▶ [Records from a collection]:
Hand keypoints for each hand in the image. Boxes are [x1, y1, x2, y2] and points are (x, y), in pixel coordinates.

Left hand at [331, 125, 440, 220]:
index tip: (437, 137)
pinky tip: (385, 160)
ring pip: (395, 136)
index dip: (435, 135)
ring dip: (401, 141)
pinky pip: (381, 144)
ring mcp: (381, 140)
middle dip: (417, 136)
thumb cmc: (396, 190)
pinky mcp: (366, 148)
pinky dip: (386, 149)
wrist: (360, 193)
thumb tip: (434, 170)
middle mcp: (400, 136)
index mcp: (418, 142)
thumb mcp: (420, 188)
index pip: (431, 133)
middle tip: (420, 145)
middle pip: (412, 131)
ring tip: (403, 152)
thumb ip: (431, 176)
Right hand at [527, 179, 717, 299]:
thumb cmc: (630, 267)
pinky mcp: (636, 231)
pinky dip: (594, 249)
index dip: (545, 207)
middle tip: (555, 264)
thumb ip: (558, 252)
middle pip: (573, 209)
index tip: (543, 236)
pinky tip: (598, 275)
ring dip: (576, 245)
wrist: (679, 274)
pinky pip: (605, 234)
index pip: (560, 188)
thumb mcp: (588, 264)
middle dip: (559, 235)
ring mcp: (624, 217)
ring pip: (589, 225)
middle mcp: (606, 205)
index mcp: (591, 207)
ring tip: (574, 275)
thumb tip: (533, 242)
--
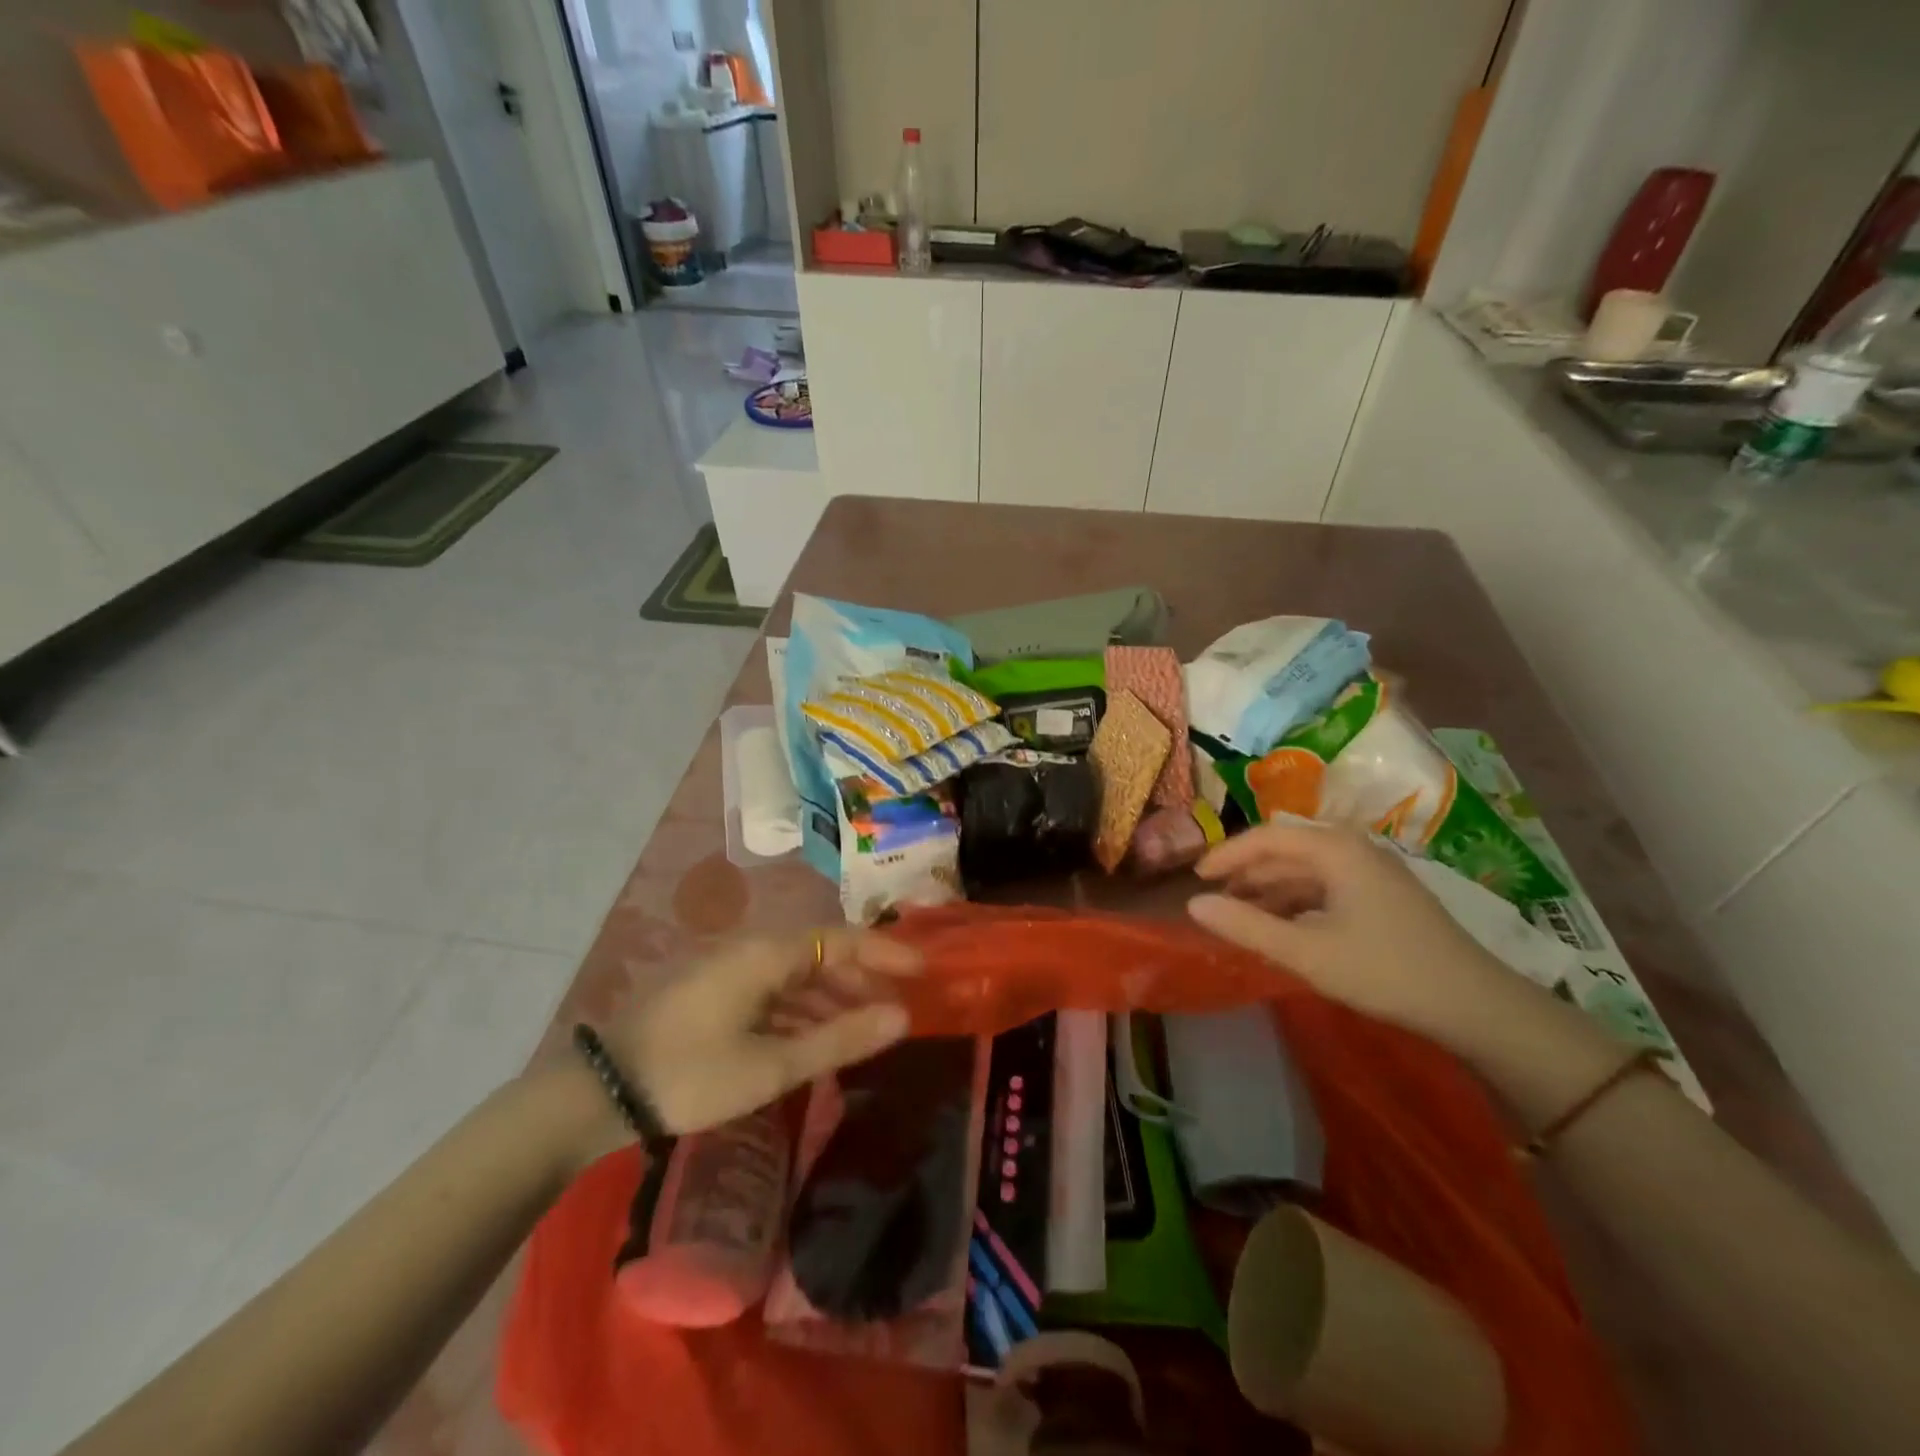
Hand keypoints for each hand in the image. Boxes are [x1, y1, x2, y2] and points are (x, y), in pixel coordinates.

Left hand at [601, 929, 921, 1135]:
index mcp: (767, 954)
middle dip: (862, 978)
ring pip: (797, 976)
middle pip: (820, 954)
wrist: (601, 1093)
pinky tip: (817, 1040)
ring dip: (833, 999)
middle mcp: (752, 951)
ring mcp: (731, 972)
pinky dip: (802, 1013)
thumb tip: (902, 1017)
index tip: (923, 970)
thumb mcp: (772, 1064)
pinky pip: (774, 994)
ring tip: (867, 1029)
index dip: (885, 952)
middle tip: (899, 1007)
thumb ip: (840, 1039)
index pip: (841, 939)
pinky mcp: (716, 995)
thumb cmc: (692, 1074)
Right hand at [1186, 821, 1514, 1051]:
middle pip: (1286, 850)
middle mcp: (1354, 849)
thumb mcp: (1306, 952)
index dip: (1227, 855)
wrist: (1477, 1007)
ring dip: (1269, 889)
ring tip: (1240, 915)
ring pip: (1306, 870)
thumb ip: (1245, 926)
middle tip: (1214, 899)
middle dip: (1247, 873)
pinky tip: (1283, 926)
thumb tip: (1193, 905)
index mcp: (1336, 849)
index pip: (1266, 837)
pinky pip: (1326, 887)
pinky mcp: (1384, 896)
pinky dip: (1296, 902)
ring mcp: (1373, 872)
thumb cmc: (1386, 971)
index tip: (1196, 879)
...
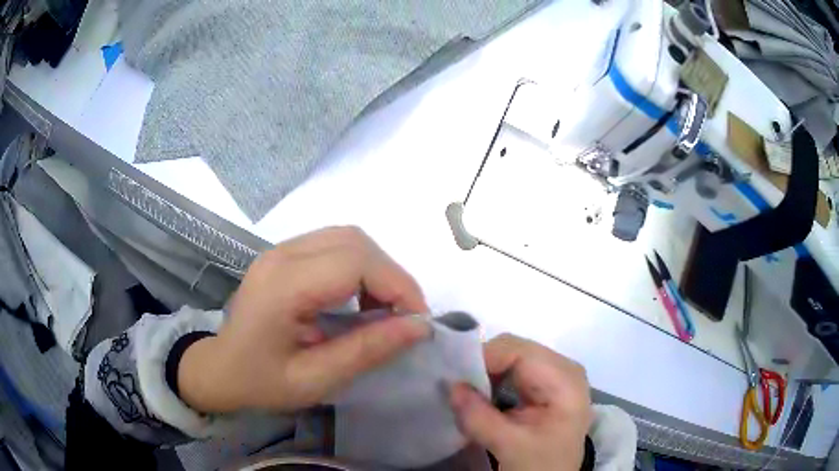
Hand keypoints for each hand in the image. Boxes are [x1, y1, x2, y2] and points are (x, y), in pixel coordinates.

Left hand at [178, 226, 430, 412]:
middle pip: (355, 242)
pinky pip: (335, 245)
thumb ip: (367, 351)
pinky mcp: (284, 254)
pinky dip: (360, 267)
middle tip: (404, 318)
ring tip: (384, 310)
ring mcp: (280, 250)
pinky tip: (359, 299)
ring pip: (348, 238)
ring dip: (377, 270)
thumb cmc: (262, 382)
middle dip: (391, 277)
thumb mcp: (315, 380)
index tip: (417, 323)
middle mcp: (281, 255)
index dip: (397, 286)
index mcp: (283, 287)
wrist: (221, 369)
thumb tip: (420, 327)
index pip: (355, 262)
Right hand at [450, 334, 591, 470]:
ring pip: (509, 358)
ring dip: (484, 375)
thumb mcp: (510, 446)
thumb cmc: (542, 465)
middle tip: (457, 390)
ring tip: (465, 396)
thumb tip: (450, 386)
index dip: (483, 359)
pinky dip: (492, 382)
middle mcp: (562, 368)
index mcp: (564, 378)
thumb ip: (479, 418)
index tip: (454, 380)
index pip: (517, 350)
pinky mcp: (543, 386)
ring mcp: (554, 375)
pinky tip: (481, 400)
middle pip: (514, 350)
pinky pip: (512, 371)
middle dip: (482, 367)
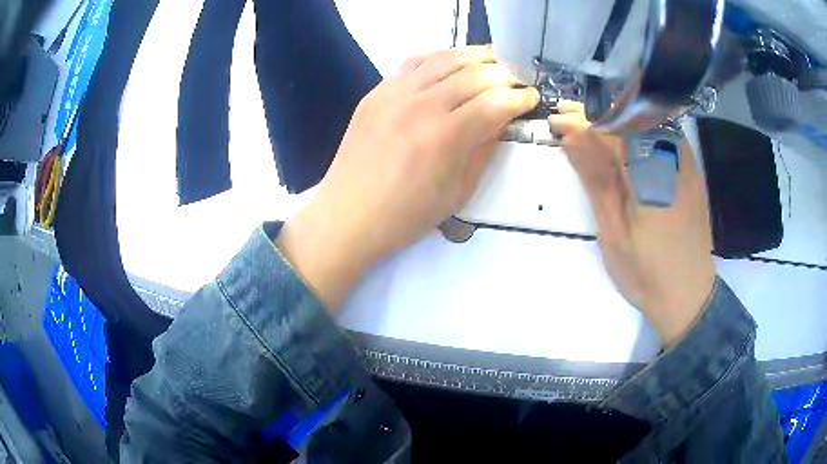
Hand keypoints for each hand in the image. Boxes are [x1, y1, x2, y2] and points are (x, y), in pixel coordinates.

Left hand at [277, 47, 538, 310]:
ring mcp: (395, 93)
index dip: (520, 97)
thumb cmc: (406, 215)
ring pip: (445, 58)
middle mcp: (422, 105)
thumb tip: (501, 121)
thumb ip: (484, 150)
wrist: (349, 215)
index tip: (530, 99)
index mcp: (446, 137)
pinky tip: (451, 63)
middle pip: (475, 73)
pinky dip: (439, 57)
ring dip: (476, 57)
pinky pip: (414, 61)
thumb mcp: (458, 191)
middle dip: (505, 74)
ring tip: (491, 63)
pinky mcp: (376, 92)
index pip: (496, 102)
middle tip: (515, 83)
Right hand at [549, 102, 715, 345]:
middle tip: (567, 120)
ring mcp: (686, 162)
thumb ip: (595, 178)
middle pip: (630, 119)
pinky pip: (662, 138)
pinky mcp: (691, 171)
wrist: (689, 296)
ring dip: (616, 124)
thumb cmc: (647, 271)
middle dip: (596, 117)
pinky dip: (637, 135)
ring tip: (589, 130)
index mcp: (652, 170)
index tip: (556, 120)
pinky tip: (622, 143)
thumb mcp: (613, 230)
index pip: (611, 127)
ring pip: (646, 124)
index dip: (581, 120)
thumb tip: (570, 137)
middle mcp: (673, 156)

▶ [Task objective]: Could you write out exactly the lines of the data above that run from the one holding "ring dip: (484, 375)" to the one holding "middle mcp: (673, 156)", with both ends in and all pictures out?

▶ [Response area]:
ring dip: (484, 375)
thumb mcp: (510, 446)
thumb cmc: (542, 465)
middle tip: (457, 390)
ring tip: (465, 396)
thumb tip: (450, 386)
index dip: (483, 359)
pinky dip: (492, 382)
middle mcp: (562, 368)
index mcp: (564, 378)
thumb ip: (479, 418)
index tip: (454, 380)
index pip: (517, 350)
pinky mcp: (543, 386)
ring mcp: (554, 375)
pinky tip: (481, 400)
middle pip: (514, 350)
pinky pip: (512, 371)
middle dip: (482, 367)
Hand keypoints for each hand in the image. Boxes are [x1, y1, x2, y2] and points are (x, y), in pixel coordinates.

Left hand at [277, 47, 538, 310]:
ring mcp: (395, 93)
index dip: (520, 97)
thumb cmc: (406, 215)
ring pip: (445, 58)
middle mcp: (422, 105)
thumb tip: (501, 121)
thumb ip: (484, 150)
wrist: (349, 215)
index tip: (530, 99)
index mcp: (446, 137)
pinky tip: (451, 63)
middle pip: (475, 73)
pinky dip: (439, 57)
ring dip: (476, 57)
pinky pip: (414, 61)
thumb mcp: (458, 191)
middle dip: (505, 74)
ring tip: (491, 63)
pinky mcp: (376, 92)
index pip: (496, 102)
middle tip: (515, 83)
Right hand at [549, 102, 715, 345]:
middle tip: (567, 120)
ring mcp: (686, 162)
thumb ip: (595, 178)
middle pip: (630, 119)
pinky pip: (662, 138)
pinky mcp: (691, 171)
wrist: (689, 296)
ring dip: (616, 124)
thumb cmc: (647, 271)
middle dip: (596, 117)
pinky dip: (637, 135)
ring tip: (589, 130)
index mcp: (652, 170)
index tip: (556, 120)
pinky tip: (622, 143)
thumb mcp: (613, 230)
index pip: (611, 127)
ring pip: (646, 124)
index dip: (581, 120)
thumb tip: (570, 137)
middle mcp: (673, 156)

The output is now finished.